[Opening MATERIAL SUPPLIED section]

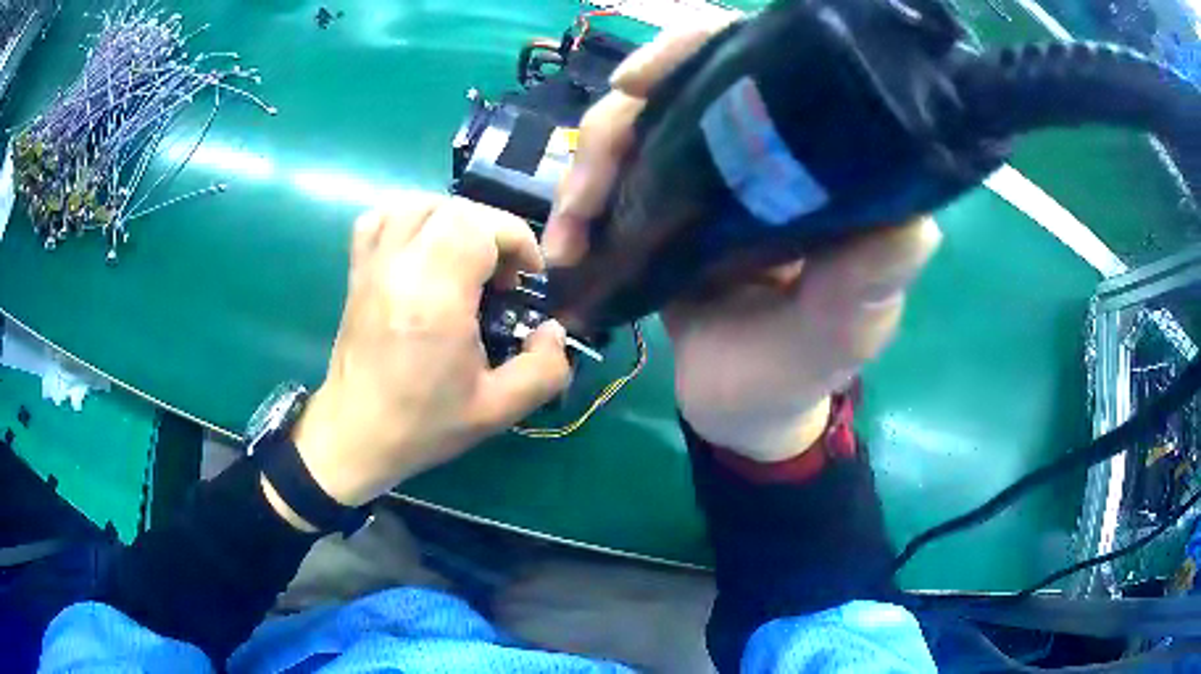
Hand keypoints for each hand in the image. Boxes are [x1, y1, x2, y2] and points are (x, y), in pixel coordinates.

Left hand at [290, 195, 571, 507]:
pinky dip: (408, 220)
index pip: (480, 226)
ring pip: (417, 204)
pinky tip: (424, 249)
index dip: (516, 241)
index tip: (526, 279)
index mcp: (435, 299)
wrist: (355, 436)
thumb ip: (544, 368)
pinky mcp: (357, 271)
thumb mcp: (498, 410)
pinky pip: (380, 219)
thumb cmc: (423, 424)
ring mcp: (373, 266)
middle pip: (454, 210)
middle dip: (492, 231)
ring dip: (453, 221)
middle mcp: (400, 269)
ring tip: (467, 257)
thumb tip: (553, 329)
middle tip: (502, 275)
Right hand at [543, 23, 940, 461]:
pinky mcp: (667, 206)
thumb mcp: (838, 338)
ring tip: (566, 236)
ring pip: (635, 127)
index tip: (641, 81)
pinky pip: (616, 175)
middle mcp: (764, 155)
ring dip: (588, 168)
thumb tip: (913, 223)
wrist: (740, 410)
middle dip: (621, 118)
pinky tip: (564, 240)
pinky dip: (580, 200)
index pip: (764, 66)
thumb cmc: (796, 376)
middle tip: (588, 179)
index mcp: (815, 169)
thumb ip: (865, 288)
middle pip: (680, 85)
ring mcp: (708, 176)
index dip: (699, 49)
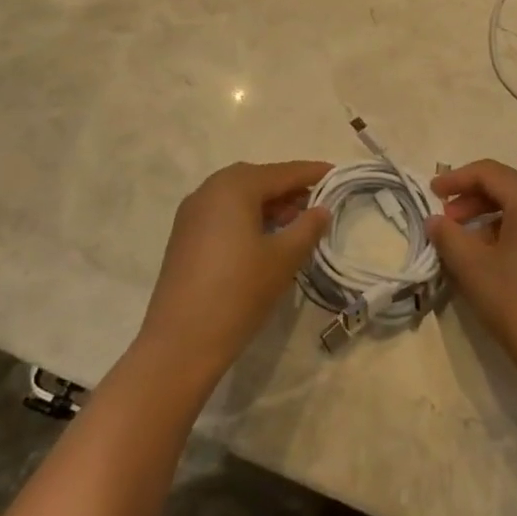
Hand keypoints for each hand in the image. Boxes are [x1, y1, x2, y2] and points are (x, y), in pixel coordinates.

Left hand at [137, 160, 331, 387]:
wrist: (180, 343)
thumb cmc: (239, 292)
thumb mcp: (283, 258)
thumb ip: (307, 228)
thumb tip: (321, 210)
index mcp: (234, 187)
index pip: (282, 172)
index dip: (311, 173)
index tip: (336, 173)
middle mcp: (209, 190)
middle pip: (257, 179)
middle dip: (288, 188)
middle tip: (316, 202)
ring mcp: (192, 213)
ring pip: (238, 197)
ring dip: (267, 204)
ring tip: (295, 223)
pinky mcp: (184, 236)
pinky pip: (223, 213)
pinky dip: (247, 216)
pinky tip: (264, 238)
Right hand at [427, 160, 516, 394]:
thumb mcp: (473, 269)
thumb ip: (448, 237)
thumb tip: (435, 220)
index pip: (489, 172)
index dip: (456, 179)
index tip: (431, 194)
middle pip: (508, 187)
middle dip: (472, 199)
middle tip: (446, 223)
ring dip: (489, 218)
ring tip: (465, 245)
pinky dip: (510, 233)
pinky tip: (493, 262)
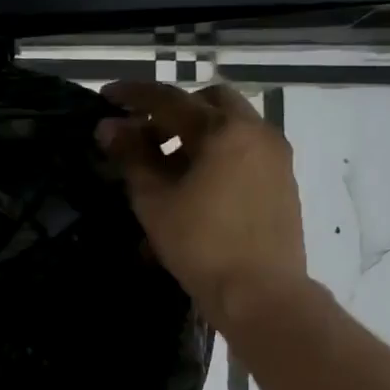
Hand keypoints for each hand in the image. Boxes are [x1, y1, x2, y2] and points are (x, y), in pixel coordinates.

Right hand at [97, 79, 308, 318]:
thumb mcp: (154, 200)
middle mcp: (256, 132)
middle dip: (173, 111)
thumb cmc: (200, 244)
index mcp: (224, 130)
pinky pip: (244, 151)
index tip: (107, 96)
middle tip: (144, 136)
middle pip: (210, 102)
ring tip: (165, 166)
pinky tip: (194, 186)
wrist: (260, 293)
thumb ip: (131, 157)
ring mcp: (275, 157)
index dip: (133, 96)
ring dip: (196, 133)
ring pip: (231, 126)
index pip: (170, 100)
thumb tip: (109, 127)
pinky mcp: (282, 182)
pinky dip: (216, 153)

[Closing MATERIAL SUPPLIED section]

■ EXERCISE DIRECTIONS: Only the lines from the one holding "wrist: (180, 343)" through the end of the data are to be printed, exactly as they stand and with no pictures.

■ ANSWER SECTION:
wrist: (180, 343)
thumb cmc: (239, 292)
thumb mcp: (283, 258)
thumb ip: (307, 228)
thumb tip: (321, 210)
index mcp: (234, 187)
index pip: (282, 172)
index dip: (311, 173)
index tip: (336, 173)
middle mcp: (209, 190)
middle pip: (257, 179)
middle dip: (288, 188)
middle tip: (316, 202)
ring mcp: (192, 213)
ring pip: (238, 197)
ring dip: (267, 204)
ring tip: (295, 223)
pinky mcp: (184, 236)
pinky pip: (223, 213)
pinky dip: (247, 216)
pinky tip: (264, 238)
Right hand at [427, 160, 516, 394]:
thumb mcp: (473, 269)
thumb ip: (448, 237)
thumb tip: (435, 220)
index pip: (489, 172)
index dip: (456, 179)
index tip: (431, 194)
middle pip: (508, 187)
middle dip: (472, 199)
middle tip: (446, 223)
ring dip: (489, 218)
ring tip: (465, 245)
pinky dip: (510, 233)
pinky tip: (493, 262)
Hand keypoints for each hand in the image. Boxes are [x1, y1, x2, y2] and points are (x, y), in pixel coordinates.

Right hand at [97, 79, 308, 318]:
thumb mcp: (154, 200)
middle mcp: (256, 132)
middle dip: (173, 111)
thumb cmc: (200, 244)
index mcp: (224, 130)
pinky pip: (244, 151)
index tip: (107, 96)
middle tip: (144, 136)
middle pip: (210, 102)
ring tip: (165, 166)
pinky tip: (194, 186)
wrist: (260, 293)
thumb ip: (131, 157)
ring mcp: (275, 157)
index dip: (133, 96)
ring dip: (196, 133)
ring pip: (231, 126)
index pip: (170, 100)
thumb tip: (109, 127)
pinky mcp: (282, 182)
pinky dip: (216, 153)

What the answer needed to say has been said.